Secure Sockets Layer (SSL) vulnerable to man-in-the-middle hacks
Posted on | November 12, 2009 | add a comment
Marsh Ray and Steve Dispensa, researchers at authentication services vendor PhoneFactor, recently discovered a gaping security hole in Secure Socket Layer, or SSL. This technology, along with the newer Transport Layer Security, or TLS, gets used widely to secure online retail transactions. A similar SSL vulnerability was discovered by researcher H.D. Moore, of Metasploit fame, in May 2008.
Both discoveries were of the good-guy variety — no one knows whether cyber crooks have knowledge of these SSL flaws and/or have begun to exploit them, and, if so, to what extent.
Ray and Dispensa say the SSL vulnerability they discovered affects the majority of SSL-protected servers on the Internet and could allow an attacker to mount a man-in-the-middle attacks, akin to those used in sophisticated banking Trojans, a prime example being the $6 million cyber heist described in this LastWatchdog investigation. Dispensa describes this most recent SSL security hole — and the threat it poses — in this exclusive LastWatchdog guest blogpost.
By Steve Dispensa
CTO, PhoneFactor
While my colleague Marsh Ray and I were conducting tests on PhoneFactor’s authentication platform in August, Marsh discovered a significant vulnerability in SSL that exists in every web server that uses this 13 year old security protocol.
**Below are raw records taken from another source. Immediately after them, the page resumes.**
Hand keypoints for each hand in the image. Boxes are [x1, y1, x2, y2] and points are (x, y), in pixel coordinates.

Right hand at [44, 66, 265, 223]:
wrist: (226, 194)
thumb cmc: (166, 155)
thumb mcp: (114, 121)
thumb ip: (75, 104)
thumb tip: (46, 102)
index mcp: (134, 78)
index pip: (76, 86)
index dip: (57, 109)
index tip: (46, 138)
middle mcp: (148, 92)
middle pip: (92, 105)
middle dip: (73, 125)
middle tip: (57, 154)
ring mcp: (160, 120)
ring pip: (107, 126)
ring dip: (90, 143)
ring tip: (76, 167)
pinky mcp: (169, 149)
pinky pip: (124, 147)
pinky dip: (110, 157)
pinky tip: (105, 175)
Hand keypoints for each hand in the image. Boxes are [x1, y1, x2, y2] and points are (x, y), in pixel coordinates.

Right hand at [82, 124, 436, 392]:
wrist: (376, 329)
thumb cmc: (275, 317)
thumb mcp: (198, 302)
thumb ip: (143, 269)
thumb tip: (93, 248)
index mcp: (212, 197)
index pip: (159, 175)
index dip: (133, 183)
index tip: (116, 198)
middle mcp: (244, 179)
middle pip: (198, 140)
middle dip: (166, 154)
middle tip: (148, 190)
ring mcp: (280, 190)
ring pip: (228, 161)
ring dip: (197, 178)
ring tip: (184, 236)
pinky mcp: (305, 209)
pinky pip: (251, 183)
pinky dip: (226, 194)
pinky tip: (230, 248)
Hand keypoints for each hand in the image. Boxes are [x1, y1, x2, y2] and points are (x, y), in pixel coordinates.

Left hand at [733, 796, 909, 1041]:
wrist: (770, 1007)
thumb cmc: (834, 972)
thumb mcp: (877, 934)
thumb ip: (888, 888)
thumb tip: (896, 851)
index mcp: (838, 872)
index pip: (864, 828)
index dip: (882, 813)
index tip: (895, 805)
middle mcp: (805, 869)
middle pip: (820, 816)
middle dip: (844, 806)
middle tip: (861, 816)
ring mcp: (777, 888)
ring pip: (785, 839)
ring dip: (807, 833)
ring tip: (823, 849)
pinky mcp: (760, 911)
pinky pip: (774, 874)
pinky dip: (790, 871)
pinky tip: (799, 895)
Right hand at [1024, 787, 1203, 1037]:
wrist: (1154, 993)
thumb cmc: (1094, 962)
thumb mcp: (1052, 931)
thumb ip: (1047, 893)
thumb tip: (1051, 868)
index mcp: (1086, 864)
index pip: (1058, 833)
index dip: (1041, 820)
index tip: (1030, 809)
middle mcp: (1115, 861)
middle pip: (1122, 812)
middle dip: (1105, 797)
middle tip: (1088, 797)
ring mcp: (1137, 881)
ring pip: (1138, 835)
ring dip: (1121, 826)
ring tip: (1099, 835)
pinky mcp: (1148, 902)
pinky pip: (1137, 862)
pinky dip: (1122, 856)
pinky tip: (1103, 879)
Typically, man-in-the-middle attacks use malware installed on a user’s computer and are tied to countless incidents of fraud. The newly discovered SSL vulnerability allows the same type of man-in-the-middle attack but does not require either the user’s computer or the website be compromised.
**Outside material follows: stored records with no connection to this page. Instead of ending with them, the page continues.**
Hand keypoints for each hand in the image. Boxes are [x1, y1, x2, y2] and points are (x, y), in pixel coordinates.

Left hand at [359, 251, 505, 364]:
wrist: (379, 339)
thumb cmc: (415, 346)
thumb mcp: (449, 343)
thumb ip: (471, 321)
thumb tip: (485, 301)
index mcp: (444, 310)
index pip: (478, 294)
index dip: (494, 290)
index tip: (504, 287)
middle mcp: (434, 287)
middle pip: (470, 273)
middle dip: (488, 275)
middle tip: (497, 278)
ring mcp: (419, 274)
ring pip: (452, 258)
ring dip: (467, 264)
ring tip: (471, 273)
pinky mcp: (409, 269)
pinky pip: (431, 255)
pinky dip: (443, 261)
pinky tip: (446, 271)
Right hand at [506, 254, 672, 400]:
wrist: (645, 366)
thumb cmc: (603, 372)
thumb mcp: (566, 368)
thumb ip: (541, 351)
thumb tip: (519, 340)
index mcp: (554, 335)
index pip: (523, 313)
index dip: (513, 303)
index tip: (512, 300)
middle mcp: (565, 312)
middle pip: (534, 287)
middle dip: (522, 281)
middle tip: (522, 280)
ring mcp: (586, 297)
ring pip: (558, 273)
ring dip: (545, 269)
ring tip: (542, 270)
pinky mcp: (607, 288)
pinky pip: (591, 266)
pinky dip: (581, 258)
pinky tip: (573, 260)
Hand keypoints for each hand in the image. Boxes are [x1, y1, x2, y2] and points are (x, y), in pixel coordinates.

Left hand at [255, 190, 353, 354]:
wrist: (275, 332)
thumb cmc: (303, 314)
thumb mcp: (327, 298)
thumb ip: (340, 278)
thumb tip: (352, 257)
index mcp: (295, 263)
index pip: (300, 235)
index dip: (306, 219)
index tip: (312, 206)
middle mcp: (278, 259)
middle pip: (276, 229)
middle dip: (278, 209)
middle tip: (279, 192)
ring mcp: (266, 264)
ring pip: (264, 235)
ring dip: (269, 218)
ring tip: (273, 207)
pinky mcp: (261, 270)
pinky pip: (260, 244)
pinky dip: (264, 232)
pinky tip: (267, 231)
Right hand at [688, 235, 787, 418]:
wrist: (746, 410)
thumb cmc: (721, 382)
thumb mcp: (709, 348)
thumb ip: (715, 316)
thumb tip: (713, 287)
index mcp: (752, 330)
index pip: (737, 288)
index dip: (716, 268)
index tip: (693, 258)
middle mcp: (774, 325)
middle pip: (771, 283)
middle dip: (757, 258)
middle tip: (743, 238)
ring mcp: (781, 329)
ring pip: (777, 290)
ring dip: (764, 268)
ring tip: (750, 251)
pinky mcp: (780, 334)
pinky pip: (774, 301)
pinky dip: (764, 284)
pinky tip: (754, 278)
The vulnerability exposes users connecting to an unsecured Wi-Fi network or a compromised router to a man-in-the-middle attack, which allows an attacker to inject malicious data and commands into the authenticated SSL communications path. The privacy provided by SSL remains intact, but an attacker would have the ability to insert new commands – to change the user’s email address and password or initiate transactions like wire transfers. This can be done without either the client or server being able to detect the attack.
Knowing the extensive ramifications of this vulnerability, we quickly assembled a group of affected vendors – Google, Cisco, Juniper, Microsoft and others – and the relevant standards organizations to create a strategy to patch the vulnerability and resolve the underlying issue with the SSL protocol itself. Ultimately, all SSL libraries will need to be patched, and most client and server applications will need to include new copies of SSL libraries in their products. Eventually, most users will need to update any software that uses SSL. Several vendors already have implemented changes and are shipping code, but the process will take some time. You can track the vendor community’s progress here .
It is concerning to know that such a fundamental problem has existed in such a widely used and trusted protocol for at least the last 13 years. The phrase “trust, but verify” takes on a whole new meaning with this SSL vulnerability.